Aim of the task:
Report back each line of the data that contains the word "Turner".

>>>

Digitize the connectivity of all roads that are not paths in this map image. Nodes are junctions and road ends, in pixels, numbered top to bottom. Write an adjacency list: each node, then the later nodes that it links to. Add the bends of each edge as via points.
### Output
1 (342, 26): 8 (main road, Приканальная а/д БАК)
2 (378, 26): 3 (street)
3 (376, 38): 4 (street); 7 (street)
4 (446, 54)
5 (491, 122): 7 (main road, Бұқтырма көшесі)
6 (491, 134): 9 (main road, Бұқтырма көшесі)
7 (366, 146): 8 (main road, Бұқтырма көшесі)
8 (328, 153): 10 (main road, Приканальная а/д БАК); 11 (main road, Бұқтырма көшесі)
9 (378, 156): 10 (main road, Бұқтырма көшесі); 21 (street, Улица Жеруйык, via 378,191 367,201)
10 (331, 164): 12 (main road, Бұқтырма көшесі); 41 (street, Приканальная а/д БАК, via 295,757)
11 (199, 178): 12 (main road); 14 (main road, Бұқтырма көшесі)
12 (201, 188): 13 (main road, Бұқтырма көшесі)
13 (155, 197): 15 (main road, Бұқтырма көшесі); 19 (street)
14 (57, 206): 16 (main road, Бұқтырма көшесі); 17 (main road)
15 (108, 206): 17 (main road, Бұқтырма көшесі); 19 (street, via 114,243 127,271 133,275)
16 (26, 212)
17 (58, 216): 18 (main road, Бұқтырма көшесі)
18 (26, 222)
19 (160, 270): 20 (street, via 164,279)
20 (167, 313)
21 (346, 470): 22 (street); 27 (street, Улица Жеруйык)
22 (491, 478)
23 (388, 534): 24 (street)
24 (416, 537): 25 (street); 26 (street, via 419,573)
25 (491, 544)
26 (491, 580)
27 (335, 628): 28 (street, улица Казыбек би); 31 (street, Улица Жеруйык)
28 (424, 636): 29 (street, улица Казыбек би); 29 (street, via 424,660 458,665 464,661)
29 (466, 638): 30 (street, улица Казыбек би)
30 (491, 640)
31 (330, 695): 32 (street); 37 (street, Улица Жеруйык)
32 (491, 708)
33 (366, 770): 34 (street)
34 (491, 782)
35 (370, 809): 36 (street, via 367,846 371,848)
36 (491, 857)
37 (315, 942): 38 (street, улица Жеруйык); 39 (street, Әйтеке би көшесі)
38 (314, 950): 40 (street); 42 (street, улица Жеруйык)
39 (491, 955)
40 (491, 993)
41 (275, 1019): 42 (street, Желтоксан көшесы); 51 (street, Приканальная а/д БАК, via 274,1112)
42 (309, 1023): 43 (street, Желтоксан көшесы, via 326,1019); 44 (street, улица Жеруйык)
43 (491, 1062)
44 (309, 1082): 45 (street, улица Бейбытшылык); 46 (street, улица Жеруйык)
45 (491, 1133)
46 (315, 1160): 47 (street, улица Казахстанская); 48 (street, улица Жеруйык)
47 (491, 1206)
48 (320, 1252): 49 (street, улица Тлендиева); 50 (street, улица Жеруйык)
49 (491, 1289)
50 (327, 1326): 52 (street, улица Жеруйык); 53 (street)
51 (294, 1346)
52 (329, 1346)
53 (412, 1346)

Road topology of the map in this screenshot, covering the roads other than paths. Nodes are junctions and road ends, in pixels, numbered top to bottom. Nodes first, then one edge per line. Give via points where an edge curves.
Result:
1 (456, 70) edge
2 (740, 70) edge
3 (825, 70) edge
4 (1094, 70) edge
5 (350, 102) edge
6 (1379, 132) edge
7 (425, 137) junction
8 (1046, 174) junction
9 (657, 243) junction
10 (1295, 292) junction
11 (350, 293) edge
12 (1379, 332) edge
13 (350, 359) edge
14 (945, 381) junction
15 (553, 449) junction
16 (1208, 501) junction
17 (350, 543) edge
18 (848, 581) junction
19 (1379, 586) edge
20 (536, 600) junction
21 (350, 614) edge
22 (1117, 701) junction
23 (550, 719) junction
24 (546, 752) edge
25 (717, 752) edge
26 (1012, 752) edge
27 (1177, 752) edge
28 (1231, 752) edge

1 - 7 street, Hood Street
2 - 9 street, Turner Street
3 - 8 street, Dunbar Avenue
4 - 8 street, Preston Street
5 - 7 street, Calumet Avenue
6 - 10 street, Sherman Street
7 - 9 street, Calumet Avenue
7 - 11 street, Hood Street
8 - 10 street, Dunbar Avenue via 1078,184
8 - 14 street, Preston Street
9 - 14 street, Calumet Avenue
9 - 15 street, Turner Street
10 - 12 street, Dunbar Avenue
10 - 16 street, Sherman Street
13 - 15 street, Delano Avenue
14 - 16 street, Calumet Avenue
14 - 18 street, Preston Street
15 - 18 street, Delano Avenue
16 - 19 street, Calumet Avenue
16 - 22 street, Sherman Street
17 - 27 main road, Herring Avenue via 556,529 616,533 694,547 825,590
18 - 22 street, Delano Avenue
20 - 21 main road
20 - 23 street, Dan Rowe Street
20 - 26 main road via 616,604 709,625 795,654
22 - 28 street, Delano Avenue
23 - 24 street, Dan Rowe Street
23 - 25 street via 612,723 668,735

<<<

Solution for this problem:
2 - 9 street, Turner Street
9 - 15 street, Turner Street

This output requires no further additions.